EDIT: I'd like to add to my comment about ET calves out of a different breed recipient cow. The various breed associations group ET calves into contemporary groups based on their surrogate's breed. You'll have more accurate EPDs if you use a same breed recipient and you'll have less regression towards mean values. Staying within beef breeds for beef calves and within dairy breeds for dairy calves will add the least uncertainty. This is most relevant to you if you intend to use EPDs at all or have buyers that do, but it's still relevant to the average breeder so far as the uncertainty over the ET calf's individual performance is concerned.
 
Air gator":1f5pavby said:
I have had 12 embryo calves in the last 16 months or so. The most fertile recips are heifers. The risk you have is that you don't know how they will do as mothers. I had to bottle feed a heifer out of a Holstein heifer recip. Personally, I would avoid fullbood Holstein heifers for sure. Cross bred dairy heifers are not as bad. I have used Brahma out of Holsteins and Brahmans out of Brown Swiss. (Brahman cross cows can have problems with their cervix which rules them out as recips because the tech can't pass the rod to implant the embryo). A lot of times breeders don't like calves out of first calf heifers. However, if you use a large frame recip and implant an embryo from a smaller breed you will get a really nice calf. I have heard that the ideal age for a recip is between 3 to 6 years of age. Believe it or not from my own personal experience you have a better window with embryo transfers than you have with A.I. The biggest thing you need to focus on is the experience of the person implanting the embryos. The more experience the better. Also, your recips need to be as fat as possible so do yourself a favor and wean the calves off if the recip has a calf. You also need to make sure that you inject the recips with Multimin before you implant the embryos. Depending on where you live your cows may be low on selenium and Multimin will fix that. Good Luck.

Are you referring to F1 Brahmans or Brahman influenced females?
 
Buy cows that are suited to your area, *have really good temperaments*, and have had their tracts examined. Ideally, they've been AI'd successfully before, or have at least had a gun passed through their cervix. If you want to go a step further, especially if you are using them for high dollar embryos, you might also have blood work done to check for PI, leukosis, etc... You can make it as complicated as you want - bare minimum or all the bells and whistles. Personally, I would select on temperament first, and then go down the list of priorities from there.
 
F1. A Brahman bull out of a dairy cow. Another consideration for heifers is to make sure that you don't get freemartins.

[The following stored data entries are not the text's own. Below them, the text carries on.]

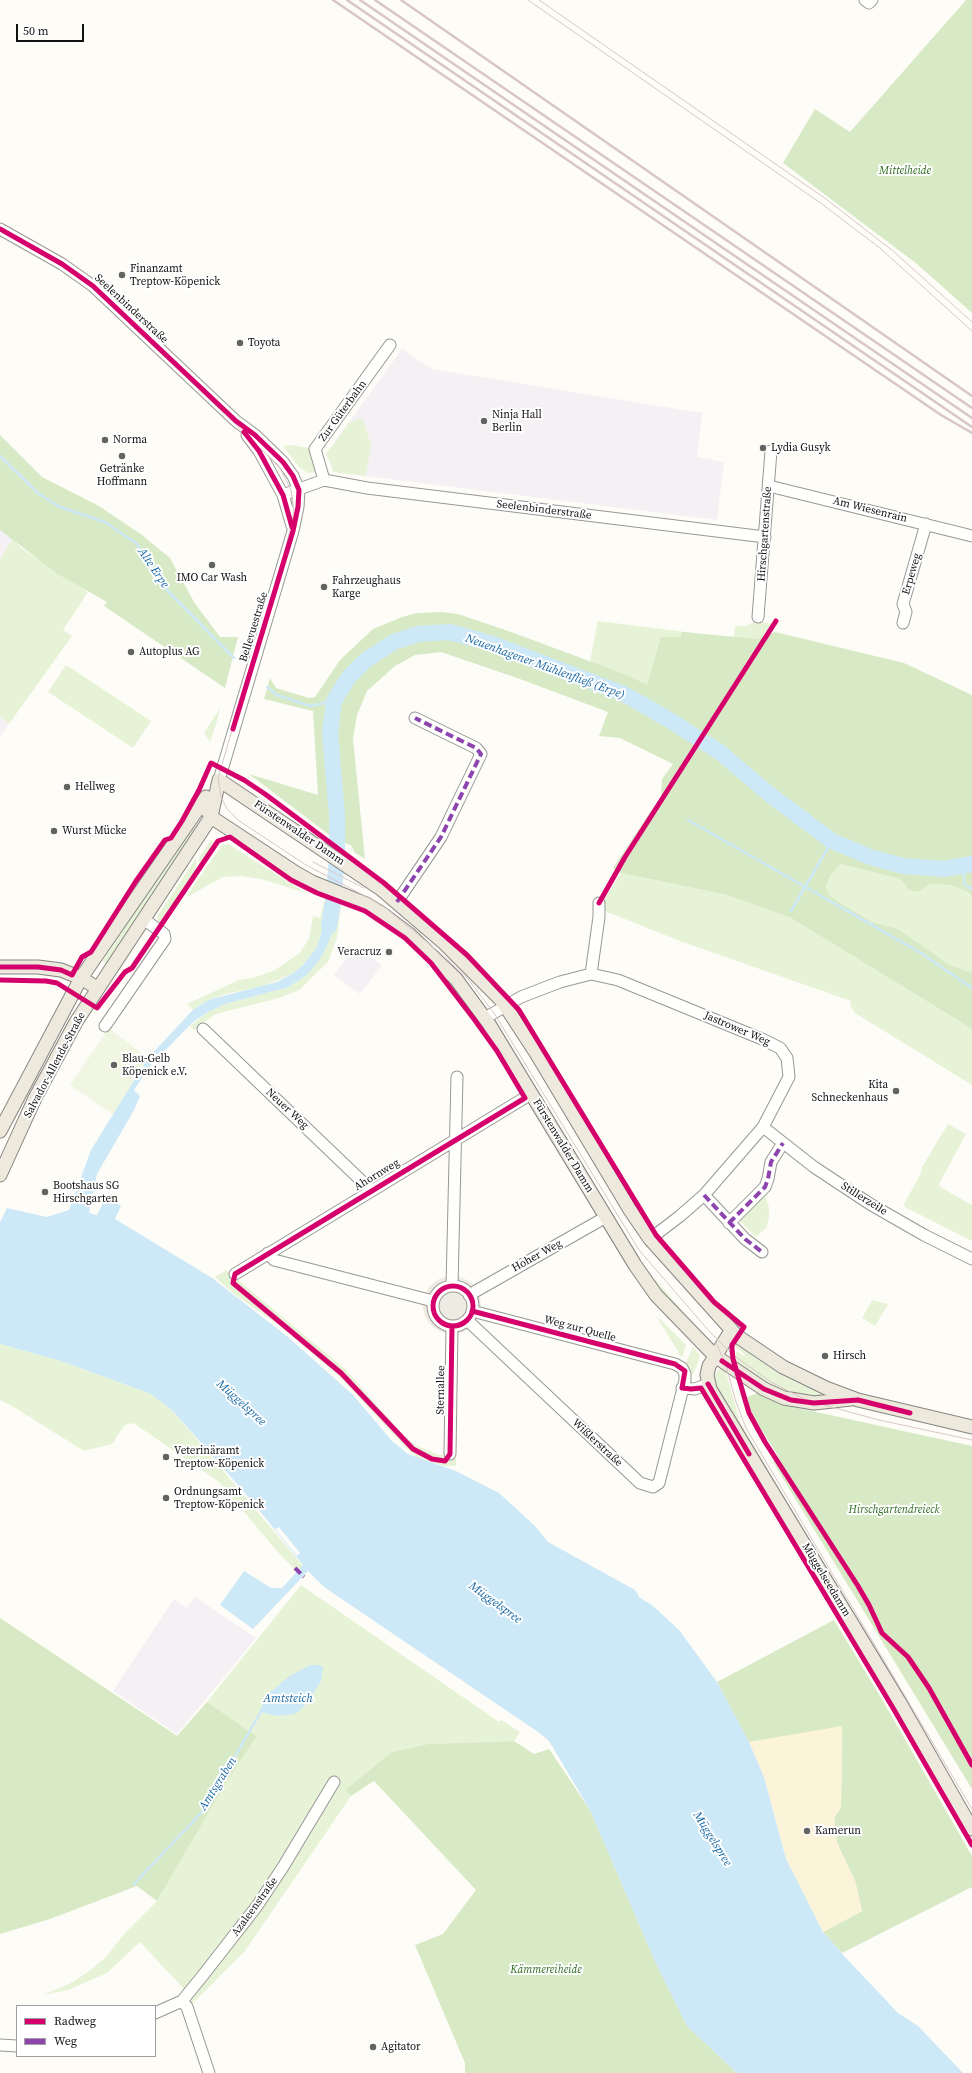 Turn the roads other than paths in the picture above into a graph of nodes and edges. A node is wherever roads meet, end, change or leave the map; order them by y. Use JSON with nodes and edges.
{"nodes":[{"id":1,"x":866,"y":0,"type":"edge"},
{"id":2,"x":872,"y":0,"type":"edge"},
{"id":3,"x":0,"y":229,"type":"edge"},
{"id":4,"x":390,"y":345,"type":"dead end"},
{"id":5,"x":236,"y":421,"type":"junction"},
{"id":6,"x":771,"y":451,"type":"dead end"},
{"id":7,"x":324,"y":480,"type":"junction"},
{"id":8,"x":768,"y":486,"type":"junction"},
{"id":9,"x":299,"y":490,"type":"junction"},
{"id":10,"x":283,"y":495,"type":"junction"},
{"id":11,"x":926,"y":524,"type":"junction"},
{"id":12,"x":293,"y":531,"type":"junction"},
{"id":13,"x":972,"y":536,"type":"edge"},
{"id":14,"x":765,"y":537,"type":"junction"},
{"id":15,"x":758,"y":617,"type":"dead end"},
{"id":16,"x":903,"y":623,"type":"dead end"},
{"id":17,"x":415,"y":718,"type":"dead end"},
{"id":18,"x":219,"y":780,"type":"junction"},
{"id":19,"x":202,"y":802,"type":"junction"},
{"id":20,"x":211,"y":817,"type":"junction"},
{"id":21,"x":397,"y":902,"type":"junction"},
{"id":22,"x":599,"y":903,"type":"dead end"},
{"id":23,"x":145,"y":920,"type":"junction"},
{"id":24,"x":0,"y":967,"type":"edge"},
{"id":25,"x":591,"y":974,"type":"junction"},
{"id":26,"x":81,"y":978,"type":"junction"},
{"id":27,"x":97,"y":988,"type":"junction"},
{"id":28,"x":506,"y":1006,"type":"junction"},
{"id":29,"x":485,"y":1018,"type":"junction"},
{"id":30,"x":105,"y":1026,"type":"dead end"},
{"id":31,"x":203,"y":1029,"type":"dead end"},
{"id":32,"x":457,"y":1078,"type":"dead end"},
{"id":33,"x":531,"y":1094,"type":"junction"},
{"id":34,"x":763,"y":1127,"type":"junction"},
{"id":35,"x":0,"y":1131,"type":"edge"},
{"id":36,"x":456,"y":1139,"type":"junction"},
{"id":37,"x":783,"y":1143,"type":"junction"},
{"id":38,"x":0,"y":1175,"type":"edge"},
{"id":39,"x":371,"y":1190,"type":"junction"},
{"id":40,"x":704,"y":1195,"type":"junction"},
{"id":41,"x":606,"y":1217,"type":"junction"},
{"id":42,"x":729,"y":1223,"type":"junction"},
{"id":43,"x":650,"y":1239,"type":"junction"},
{"id":44,"x":762,"y":1252,"type":"dead end"},
{"id":45,"x":268,"y":1253,"type":"junction"},
{"id":46,"x":972,"y":1259,"type":"edge"},
{"id":47,"x":235,"y":1274,"type":"dead end"},
{"id":48,"x":452,"y":1286,"type":"junction"},
{"id":49,"x":468,"y":1295,"type":"junction"},
{"id":50,"x":433,"y":1301,"type":"junction"},
{"id":51,"x":469,"y":1316,"type":"junction"},
{"id":52,"x":452,"y":1326,"type":"junction"},
{"id":53,"x":731,"y":1331,"type":"junction"},
{"id":54,"x":715,"y":1356,"type":"junction"},
{"id":55,"x":682,"y":1368,"type":"joint"},
{"id":56,"x":708,"y":1384,"type":"junction"},
{"id":57,"x":682,"y":1388,"type":"junction"},
{"id":58,"x":858,"y":1400,"type":"junction"},
{"id":59,"x":972,"y":1427,"type":"edge"},
{"id":60,"x":450,"y":1454,"type":"dead end"},
{"id":61,"x":334,"y":1782,"type":"dead end"},
{"id":62,"x":972,"y":1829,"type":"edge"},
{"id":63,"x":182,"y":2001,"type":"junction"},
{"id":64,"x":156,"y":2013,"type":"edge"},
{"id":65,"x":0,"y":2045,"type":"edge"},
{"id":66,"x":16,"y":2046,"type":"edge"},
{"id":67,"x":209,"y":2073,"type":"edge"}],
"edges":[{"from":1,"to":2,"type":"street"},
{"from":3,"to":5,"type":"street","name":"Seelenbinderstraße"},
{"from":4,"to":7,"type":"street","name":"Zur Güterbahn"},
{"from":5,"to":9,"type":"street","name":"Seelenbinderstraße"},
{"from":5,"to":10,"type":"street","name":"Seelenbinderstraße"},
{"from":6,"to":8,"type":"street","name":"Hirschgartenstraße"},
{"from":7,"to":9,"type":"street"},
{"from":7,"to":14,"type":"street","name":"Seelenbinderstraße"},
{"from":8,"to":11,"type":"street","name":"Am Wiesenrain"},
{"from":8,"to":14,"type":"street","name":"Hirschgartenstraße"},
{"from":9,"to":10,"type":"street"},
{"from":9,"to":12,"type":"street"},
{"from":10,"to":12,"type":"street","name":"Seelenbinderstraße"},
{"from":11,"to":13,"type":"street","name":"Am Wiesenrain"},
{"from":11,"to":16,"type":"street","name":"Erpeweg"},
{"from":12,"to":18,"type":"street","name":"Bellevuestraße"},
{"from":14,"to":15,"type":"street","name":"Hirschgartenstraße"},
{"from":17,"to":21,"type":"street"},
{"from":18,"to":19,"type":"main road","name":"Salvador-Allende-Straße"},
{"from":18,"to":20,"type":"main road","name":"Salvador-Allende-Straße"},
{"from":18,"to":21,"type":"main road","name":"Fürstenwalder Damm"},
{"from":19,"to":20,"type":"main road","name":"Fürstenwalder Damm"},
{"from":19,"to":26,"type":"main road","name":"Salvador-Allende-Straße"},
{"from":20,"to":23,"type":"main road","name":"Salvador-Allende-Straße"},
{"from":20,"to":29,"type":"main road","name":"Fürstenwalder Damm"},
{"from":21,"to":28,"type":"main road","name":"Fürstenwalder Damm"},
{"from":22,"to":25,"type":"street"},
{"from":23,"to":27,"type":"main road","name":"Salvador-Allende-Straße"},
{"from":23,"to":30,"type":"street"},
{"from":24,"to":26,"type":"main road"},
{"from":25,"to":28,"type":"street","name":"Jastrower Weg"},
{"from":25,"to":34,"type":"street","name":"Jastrower Weg"},
{"from":26,"to":27,"type":"main road"},
{"from":26,"to":35,"type":"main road","name":"Salvador-Allende-Straße"},
{"from":27,"to":38,"type":"main road","name":"Salvador-Allende-Straße"},
{"from":28,"to":29,"type":"street","name":"Jastrower Weg"},
{"from":28,"to":43,"type":"main road","name":"Fürstenwalder Damm"},
{"from":29,"to":33,"type":"main road","name":"Fürstenwalder Damm"},
{"from":31,"to":39,"type":"street","name":"Neuer Weg"},
{"from":32,"to":36,"type":"street"},
{"from":33,"to":36,"type":"street","name":"Ahornweg"},
{"from":33,"to":41,"type":"main road","name":"Fürstenwalder Damm"},
{"from":34,"to":37,"type":"street","name":"Stillerzeile"},
{"from":34,"to":40,"type":"street","name":"Jastrower Weg"},
{"from":36,"to":39,"type":"street","name":"Ahornweg"},
{"from":36,"to":48,"type":"street"},
{"from":37,"to":42,"type":"street"},
{"from":37,"to":46,"type":"street","name":"Stillerzeile"},
{"from":39,"to":45,"type":"street","name":"Ahornweg"},
{"from":40,"to":42,"type":"street"},
{"from":40,"to":43,"type":"street","name":"Jastrower Weg"},
{"from":41,"to":49,"type":"street","name":"Hoher Weg"},
{"from":41,"to":54,"type":"main road","name":"Fürstenwalder Damm"},
{"from":42,"to":44,"type":"street"},
{"from":43,"to":53,"type":"main road","name":"Fürstenwalder Damm"},
{"from":45,"to":47,"type":"street","name":"Ahornweg"},
{"from":45,"to":50,"type":"street"},
{"from":48,"to":49,"type":"street"},
{"from":48,"to":50,"type":"street"},
{"from":49,"to":51,"type":"street"},
{"from":50,"to":52,"type":"street"},
{"from":51,"to":52,"type":"street"},
{"from":51,"to":55,"type":"street","name":"Weg zur Quelle"},
{"from":51,"to":57,"type":"street","name":"Wißlerstraße"},
{"from":52,"to":60,"type":"street","name":"Sternallee"},
{"from":53,"to":54,"type":"main road"},
{"from":53,"to":58,"type":"main road","name":"Fürstenwalder Damm"},
{"from":54,"to":56,"type":"main road"},
{"from":54,"to":58,"type":"main road","name":"Fürstenwalder Damm"},
{"from":55,"to":57,"type":"street","name":"Wißlerstraße"},
{"from":56,"to":57,"type":"street"},
{"from":56,"to":62,"type":"main road","name":"Müggelseedamm"},
{"from":58,"to":59,"type":"main road","name":"Fürstenwalder Damm"},
{"from":61,"to":63,"type":"street","name":"Azaleenstraße"},
{"from":63,"to":64,"type":"street","name":"Azaleenstraße"},
{"from":63,"to":67,"type":"street"},
{"from":65,"to":66,"type":"street"}]}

I found that when I was unable to insert a CIDR, then the heifer turned out to be a freemartin.
 
We helped put CIDRs in at a friend's place several years ago. Had 1 heifer in about 100 that we just could not get a cidr into. I wasn't good enough to palpate tracts then, but it never occurred to me at the time that it could have been a freemartin. I think that probably explains it, though!
 
ricebeltrancher":ifcwe73q said:
We helped put CIDRs in at a friend's place several years ago. Had 1 heifer in about 100 that we just could not get a cidr into. I wasn't good enough to palpate tracts then, but it never occurred to me at the time that it could have been a freemartin. I think that probably explains it, though!

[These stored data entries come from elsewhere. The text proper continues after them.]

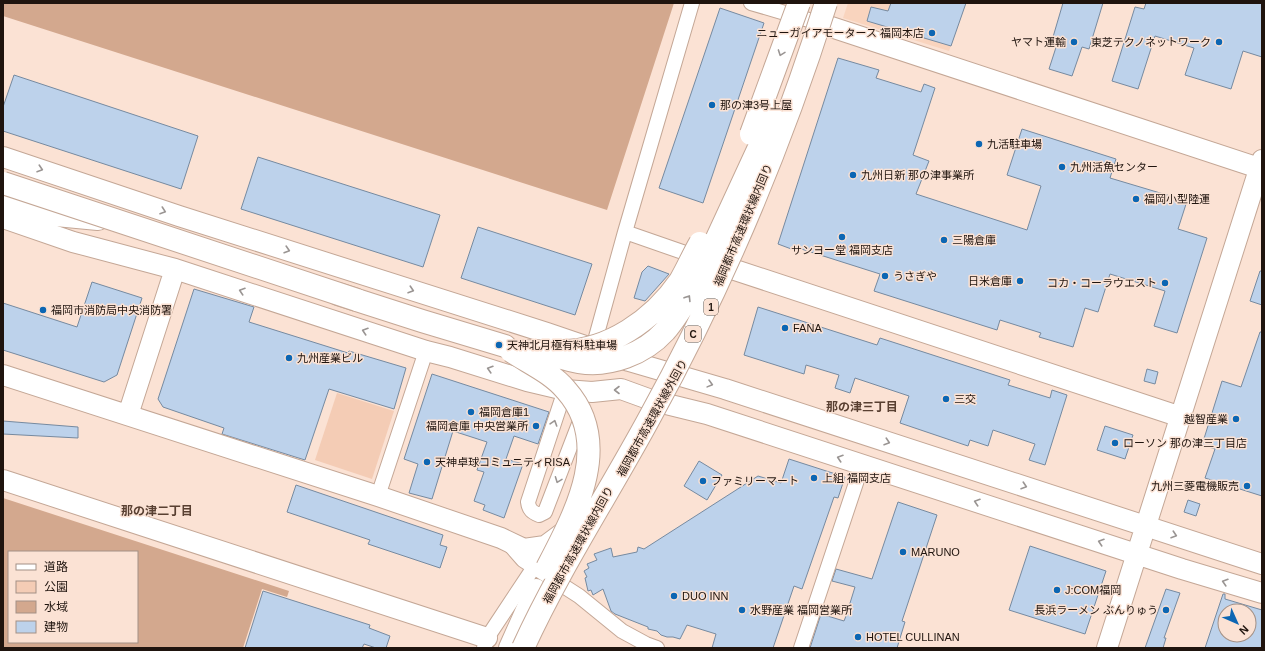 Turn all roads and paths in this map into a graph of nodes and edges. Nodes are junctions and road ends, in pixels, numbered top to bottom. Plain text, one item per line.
1 (692, 3) edge
2 (751, 3) edge
3 (799, 3) edge
4 (826, 3) edge
5 (832, 3) edge
6 (818, 13) edge
7 (3, 157) edge
8 (1261, 166) edge
9 (3, 183) edge
10 (3, 206) edge
11 (3, 218) edge
12 (625, 232) junction
13 (175, 269) junction
14 (735, 270) junction
15 (593, 348) junction
16 (512, 349) junction
17 (426, 351) junction
18 (672, 374) junction
19 (3, 375) edge
20 (565, 390) junction
21 (592, 392) junction
22 (654, 401) junction
23 (128, 415) junction
24 (1181, 417) junction
25 (862, 465) junction
26 (3, 480) edge
27 (378, 496) junction
28 (1146, 526) junction
29 (568, 529) junction
30 (501, 538) junction
31 (1137, 554) junction
32 (1262, 564) edge
33 (534, 567) junction
34 (1262, 593) edge
35 (486, 643) edge
36 (523, 648) edge
37 (528, 648) edge
38 (657, 648) edge
39 (801, 648) edge
40 (1107, 648) edge

1 - 12 street
2 - 6 street
3 -> 16 highway, bridge
4 - 6 street
4 - 36 highway, 福岡都市高速環状線内回り / C, bridge
5 - 37 highway, 福岡都市高速環状線外回り / 1, bridge
6 - 8 street
6 - 14 street
16 -> 6 highway, bridge
7 -> 15 street
8 - 24 street
9 - 16 highway, bridge
10 - 16 highway, bridge
11 - 13 street
12 - 14 street
12 - 15 street
17 -> 13 street
13 - 23 street
14 - 18 street
14 - 24 street
15 - 18 street
16 - 16 highway, bridge
20 -> 17 street
17 - 27 street
18 - 22 street
18 -> 28 street
19 - 23 street
20 - 21 street
21 -> 20 street
22 -> 21 street
25 -> 22 street
22 - 29 street
23 - 27 street
24 - 28 street
31 -> 25 street
25 - 39 street
26 - 35 street
27 - 30 street
28 - 31 street
28 -> 32 street
29 - 30 street
29 - 33 street
30 - 33 street
34 -> 31 street
31 - 40 street
33 - 35 street
33 - 38 street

I had one this year that I couldn't get the CIDR in. It was like hitting a wall and I was always taught that meant she was a freemartin or she was twisted up inside. I'm ashamed to say I never even thought to palpate her and immediately went to assuming she was a freemartin. I ended up calling out my vet and asking him to check her out. To my embarrassment it turned out to be an extra thick hymen. The vet used a fair bit of force to get the applicator in. It was too late for the CIDR though and she didn't get one, but she still came in heat and bred AI, so it all worked out.